[lit-ideas] The Rise of the Griceian Empire
- From: "Luigi Speranza" <dmarc-noreply@xxxxxxxxxxxxx> (Redacted sender "jlsperanza" for DMARC)
- To: lit-ideas@xxxxxxxxxxxxx
- Date: Sun, 10 Jul 2016 18:47:39 -0400
When we say an 'empire' (an abstract noun meaning something pretty complex, but
derived from a verb and thus an action) rises and falls we are, according to
Grice, being, via implicature, metaphorical. He proposed to analyse if
i. What goes up must come down.
was analytic a priori and tautological -- and thus an otiose, by his
conversational maxims, thing to say. He found it wasn't. "Why, my empire is
ever expanding!"
On Jul 10, 2016, at 12:28 PM, Lawrence Helm <lawrencehelm@xxxxxxxxxxxxxx>
wrote at the end of a recent post:
I've been reading Peter Heather's The Fall of the Roman Empire, a New History
of Rome and the Barbarians
Oddly, the Greeks thought the Romans barbarians.

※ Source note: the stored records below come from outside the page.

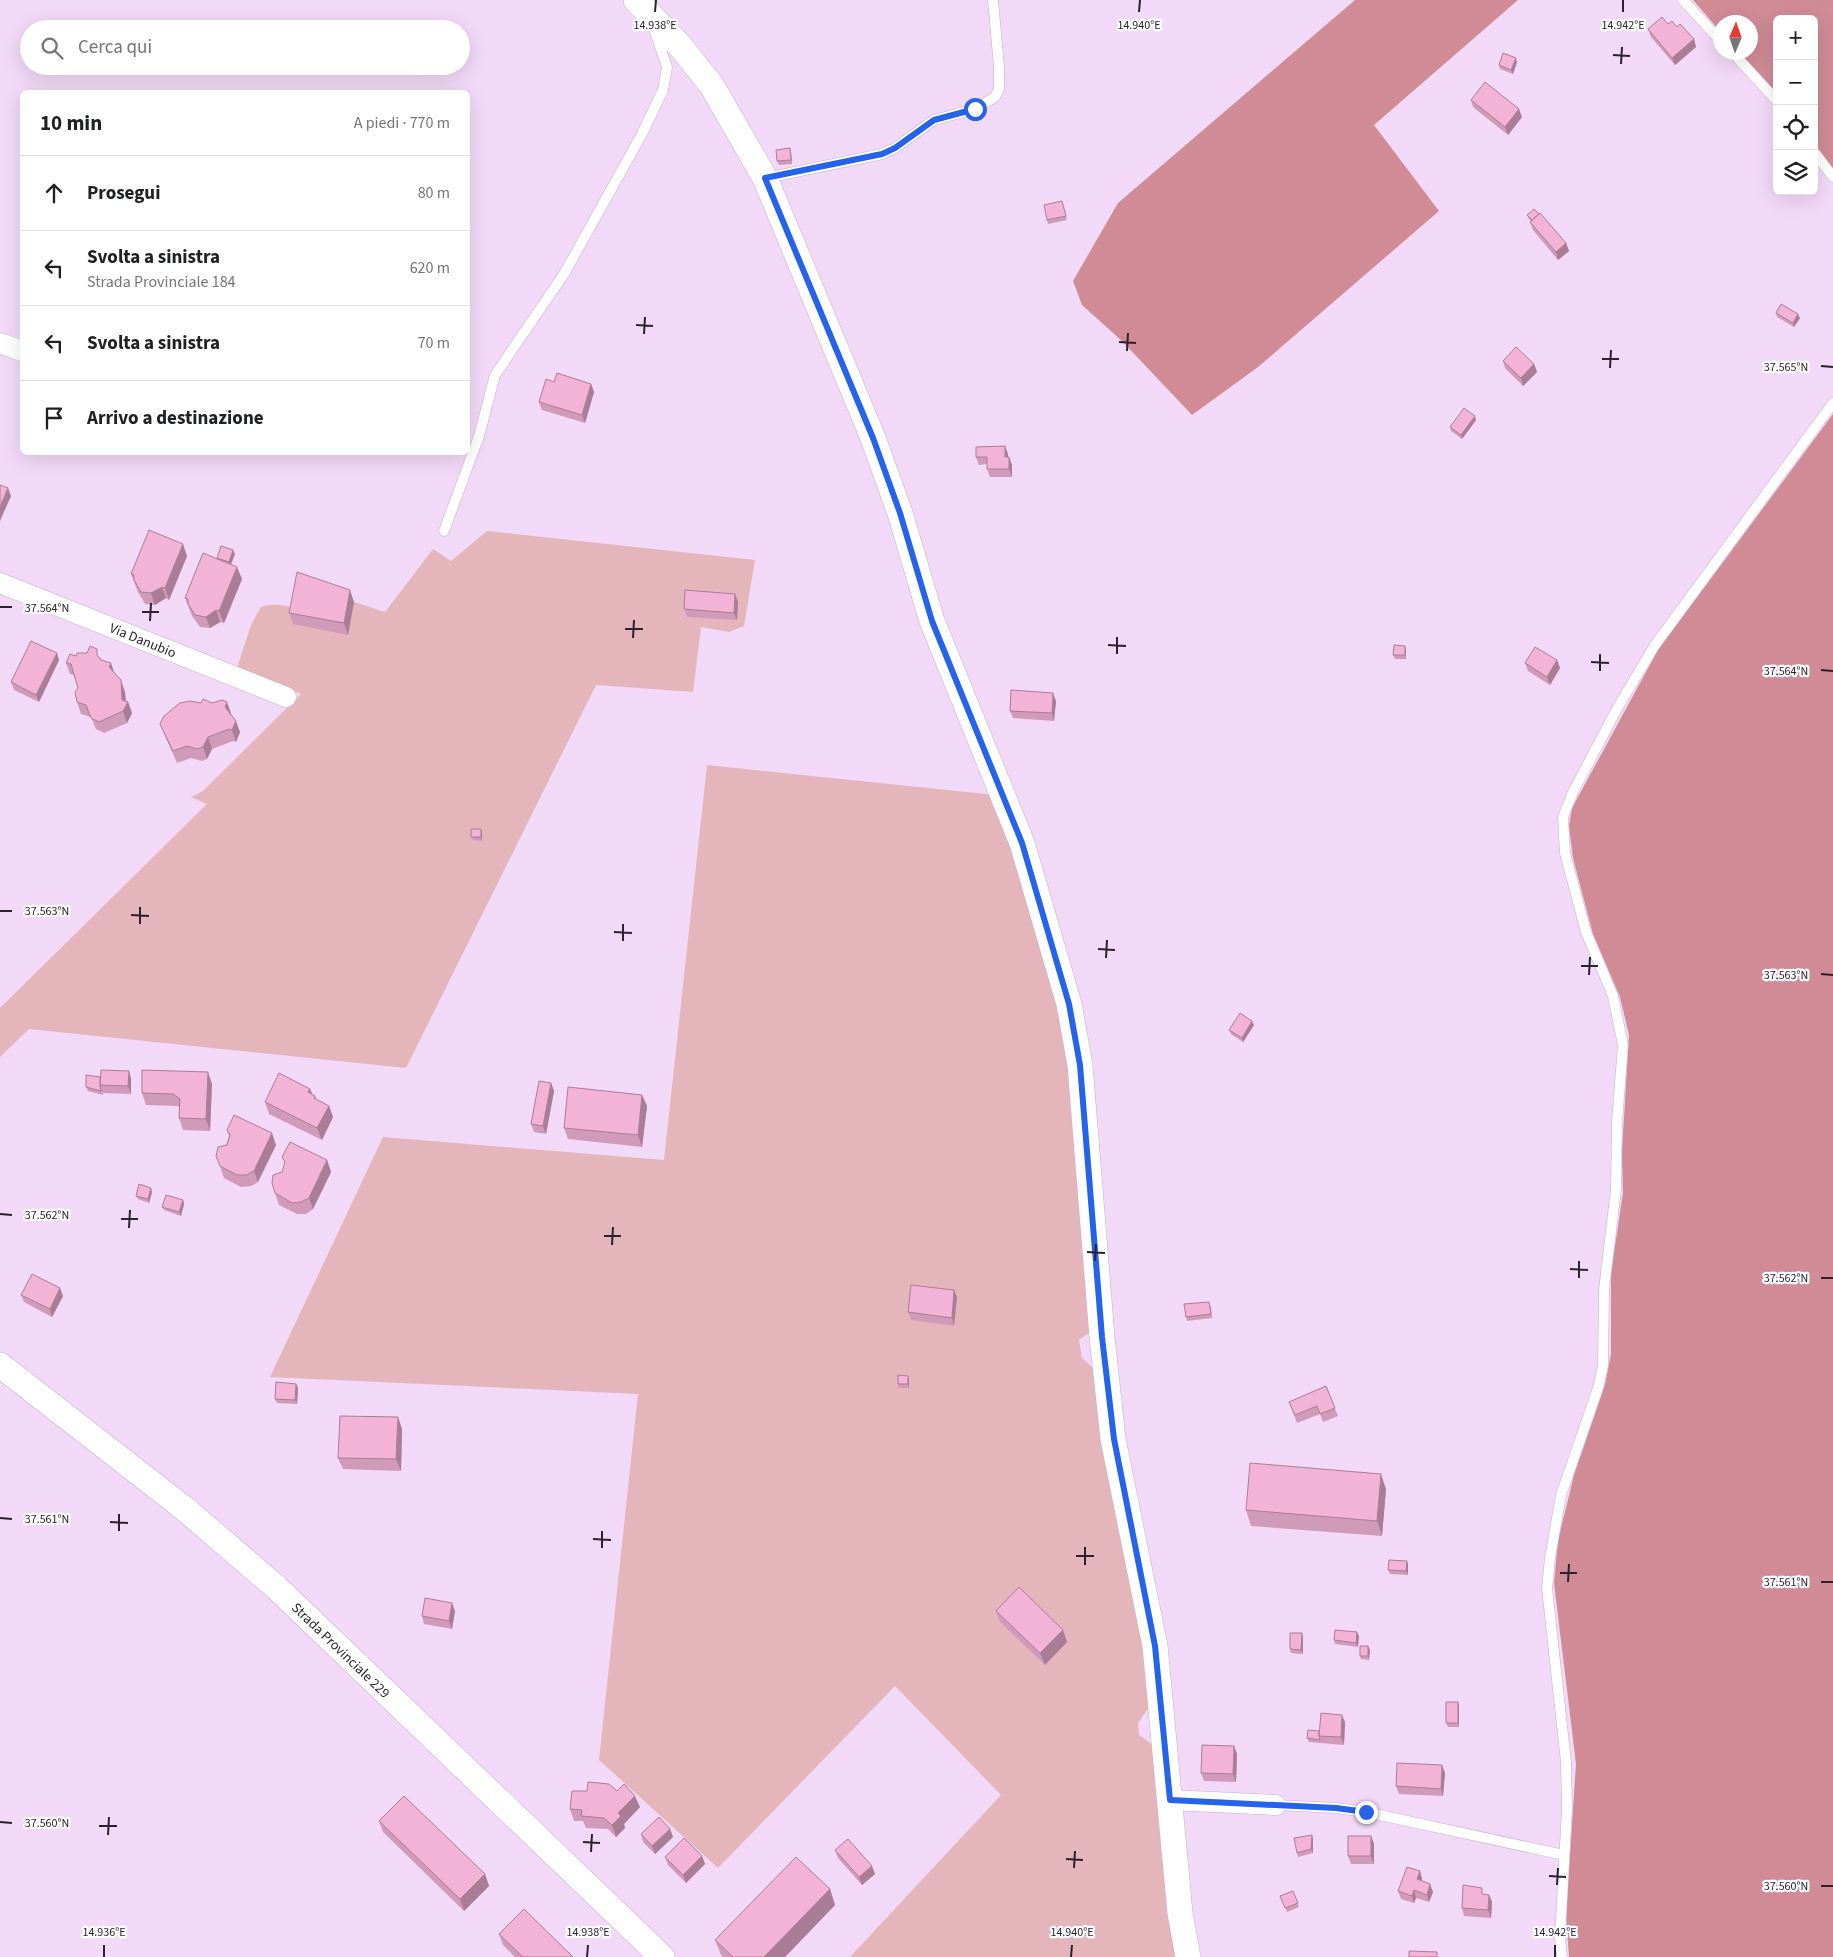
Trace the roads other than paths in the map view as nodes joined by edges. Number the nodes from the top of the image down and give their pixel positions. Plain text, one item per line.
1 (994, 0) edge
2 (1683, 0) edge
3 (642, 6) edge
4 (1713, 32) edge
5 (1739, 60) edge
6 (1773, 97) edge
7 (1818, 157) edge
8 (1833, 177) edge
9 (765, 178) junction
10 (0, 343) edge
11 (20, 350) edge
12 (1833, 403) edge
13 (444, 531) dead end
14 (0, 583) edge
15 (286, 697) dead end
16 (0, 1365) edge
17 (1170, 1800) junction
18 (1276, 1805) joint
19 (1564, 1856) junction
20 (662, 1957) edge
21 (1188, 1957) edge
22 (1562, 1957) edge

1 - 9 lane
2 - 4 lane
3 - 9 street
3 - 13 lane
5 - 6 lane
7 - 8 lane
9 - 17 street
10 - 11 street
12 - 19 lane
14 - 15 street, Via Danubio
16 - 20 street, Strada Provinciale 229
17 - 18 street
17 - 21 street
18 - 19 lane
19 - 22 lane

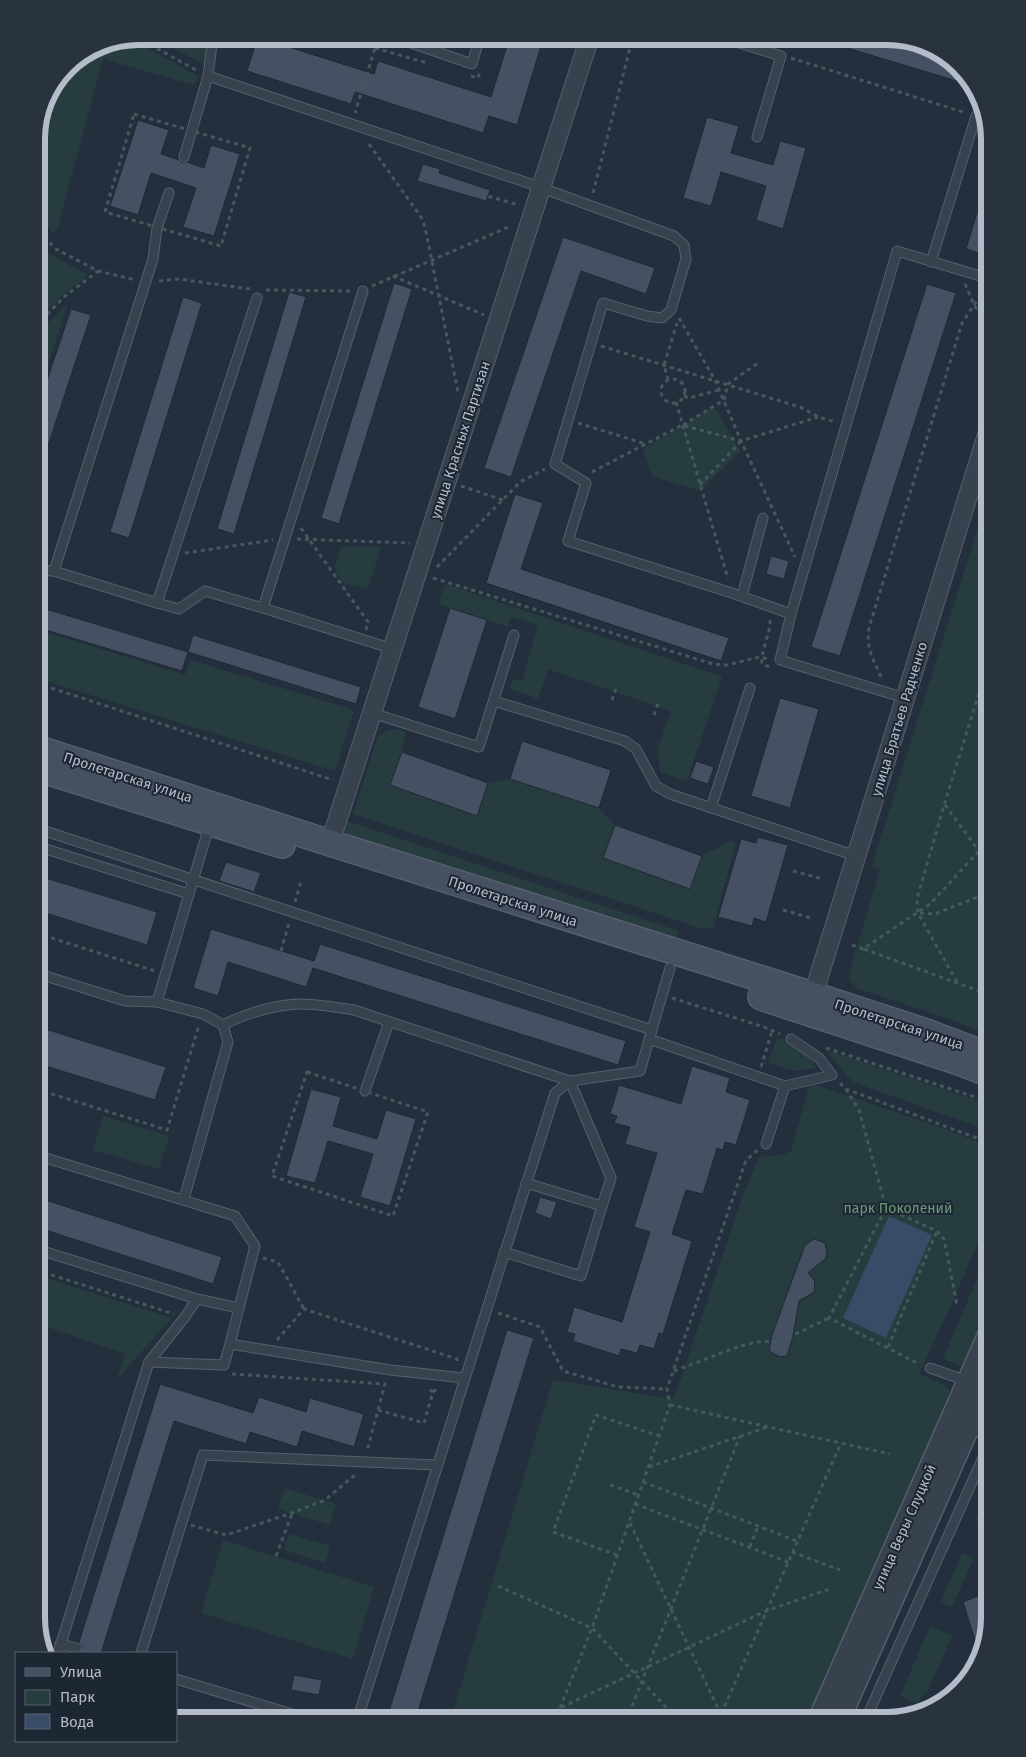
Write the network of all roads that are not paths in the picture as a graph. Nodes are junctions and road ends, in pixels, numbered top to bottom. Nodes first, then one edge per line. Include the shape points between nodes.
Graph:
1 (212, 45) edge
2 (418, 45) edge
3 (477, 45) edge
4 (587, 45) edge
5 (745, 45) edge
6 (208, 76) junction
7 (976, 116) road end
8 (757, 137) dead end
9 (184, 157) dead end
10 (541, 188) junction
11 (169, 193) dead end
12 (931, 262) junction
13 (981, 278) edge
14 (363, 291) road end
15 (258, 294) road end
16 (981, 455) edge
17 (763, 518) dead end
18 (45, 570) edge
19 (54, 571) junction
20 (737, 594) junction
21 (157, 602) junction
22 (263, 608) junction
23 (790, 614) junction
24 (514, 634) dead end
25 (393, 649) junction
26 (750, 688) dead end
27 (905, 698) junction
28 (494, 701) junction
29 (372, 713) junction
30 (45, 751) edge
31 (45, 771) edge
32 (711, 808) junction
33 (210, 823) junction
34 (45, 831) edge
35 (330, 843) junction
36 (45, 849) edge
37 (856, 856) junction
38 (193, 879) junction
39 (189, 894) junction
40 (670, 968) junction
41 (45, 977) edge
42 (157, 1002) junction
43 (810, 1004) junction
44 (389, 1022) junction
45 (223, 1025) junction
46 (652, 1030) junction
47 (649, 1039) junction
48 (791, 1039) road end
49 (981, 1053) edge
50 (981, 1071) edge
51 (570, 1081) junction
52 (785, 1086) junction
53 (365, 1091) road end
54 (766, 1144) road end
55 (45, 1158) edge
56 (526, 1183) junction
57 (184, 1199) junction
58 (602, 1206) junction
59 (45, 1252) edge
60 (504, 1252) junction
61 (197, 1299) junction
62 (239, 1308) junction
63 (230, 1344) junction
64 (149, 1362) junction
65 (930, 1368) road end
66 (464, 1378) junction
67 (979, 1379) edge
68 (968, 1427) junction
69 (981, 1432) edge
70 (981, 1462) edge
71 (437, 1465) junction
72 (77, 1648) dead end
73 (59, 1649) edge
74 (141, 1652) edge
75 (178, 1680) edge
76 (285, 1712) edge
77 (359, 1712) edge
78 (823, 1712) edge
79 (842, 1712) edge
80 (869, 1712) edge

1 - 6 lane
2 - 3 lane via 472,64
4 - 10 street, улица Красных Партизан
5 - 8 lane via 781,56
6 - 9 lane
6 - 10 lane
7 - 12 lane
10 - 20 lane via 674,236 684,245 686,259 671,310 662,318 603,303 555,464 586,483 568,540
10 - 25 street, улица Красных Партизан via 447,481 423,574
11 - 19 lane via 157,228 153,259
12 - 13 lane
12 - 23 lane via 896,251
14 - 22 lane
15 - 21 lane
16 - 27 street, улица Братьев Радченко
17 - 20 lane
18 - 19 lane
19 - 21 lane
20 - 23 lane
21 - 22 lane via 179,609 205,591
22 - 25 lane
23 - 27 lane via 780,660
24 - 28 lane
25 - 29 street, улица Красных Партизан
26 - 32 lane
27 - 37 street, улица Братьев Радченко
28 - 29 lane via 479,747
28 - 32 lane via 625,741 636,749 656,786
29 - 35 street, улица Красных Партизан
30 - 35 main road, Пролетарская улица
31 - 33 main road, Пролетарская улица
32 - 37 lane
33 - 38 lane
33 - 40 main road, Пролетарская улица
34 - 38 lane
35 - 43 main road, Пролетарская улица
36 - 39 lane
37 - 43 street, улица Братьев Радченко
38 - 39 lane
38 - 46 lane
39 - 42 lane
40 - 43 main road, Пролетарская улица
40 - 46 lane
41 - 42 lane via 125,1001
42 - 45 lane via 203,1014
43 - 49 main road, Пролетарская улица via 926,1032
43 - 50 main road, Пролетарская улица
44 - 45 lane via 354,1010 287,1004 236,1018
44 - 51 lane
44 - 53 lane
45 - 57 lane via 228,1042
46 - 47 lane
47 - 51 lane via 640,1071
47 - 52 lane
48 - 52 lane via 819,1058 832,1075
51 - 56 lane via 555,1093
51 - 58 lane via 611,1178
52 - 54 lane
55 - 57 lane
56 - 58 lane
56 - 60 lane
57 - 62 lane via 236,1216 255,1246
58 - 60 lane via 581,1276
59 - 61 lane
60 - 66 lane
61 - 62 lane
61 - 64 lane
62 - 63 lane
63 - 64 lane via 224,1365
63 - 66 lane via 390,1370
64 - 73 lane
65 - 67 lane
66 - 71 lane
67 - 68 street, улица Веры Слуцкой
67 - 78 street, улица Веры Слуцкой
68 - 69 lane
68 - 79 street, улица Веры Слуцкой
70 - 80 lane
71 - 74 lane via 203,1455
71 - 77 lane
72 - 73 lane
75 - 76 lane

The Romans took the offense so seriously that they conquered Greece and use
Greek paidagogoi to teach them the Grecian lingo. Paidagogoi were kind of
slaves.
OTOH, the sack of Rome* was a terrible thing (for the Romans)
Cheers
Speranza
* The Sack of Rome occurred on August 24, 410. The city was attacked by the
Visigoths led by King Alaric. At that time, Rome was no longer the capital of
the Western Roman Empire, having been replaced in that position by Ravenna in
402. Nevertheless, the city of Rome retained a paramount position as "the
eternal city" and a spiritual center of the Empire. The sack was a major shock
to contemporaries, friends and foes of the Empire alike.
This was the first time in almost 800 years that Rome had fallen to a foreign
enemy. The previous sack of Rome had been accomplished by the Gauls under their
leader Brennus in 387 BC. The sacking of 410 is seen as a major landmark in the
fall of the Western Roman Empire. St. Jerome, living in Bethlehem at the time,
wrote that "The City which had taken the whole world was itself taken."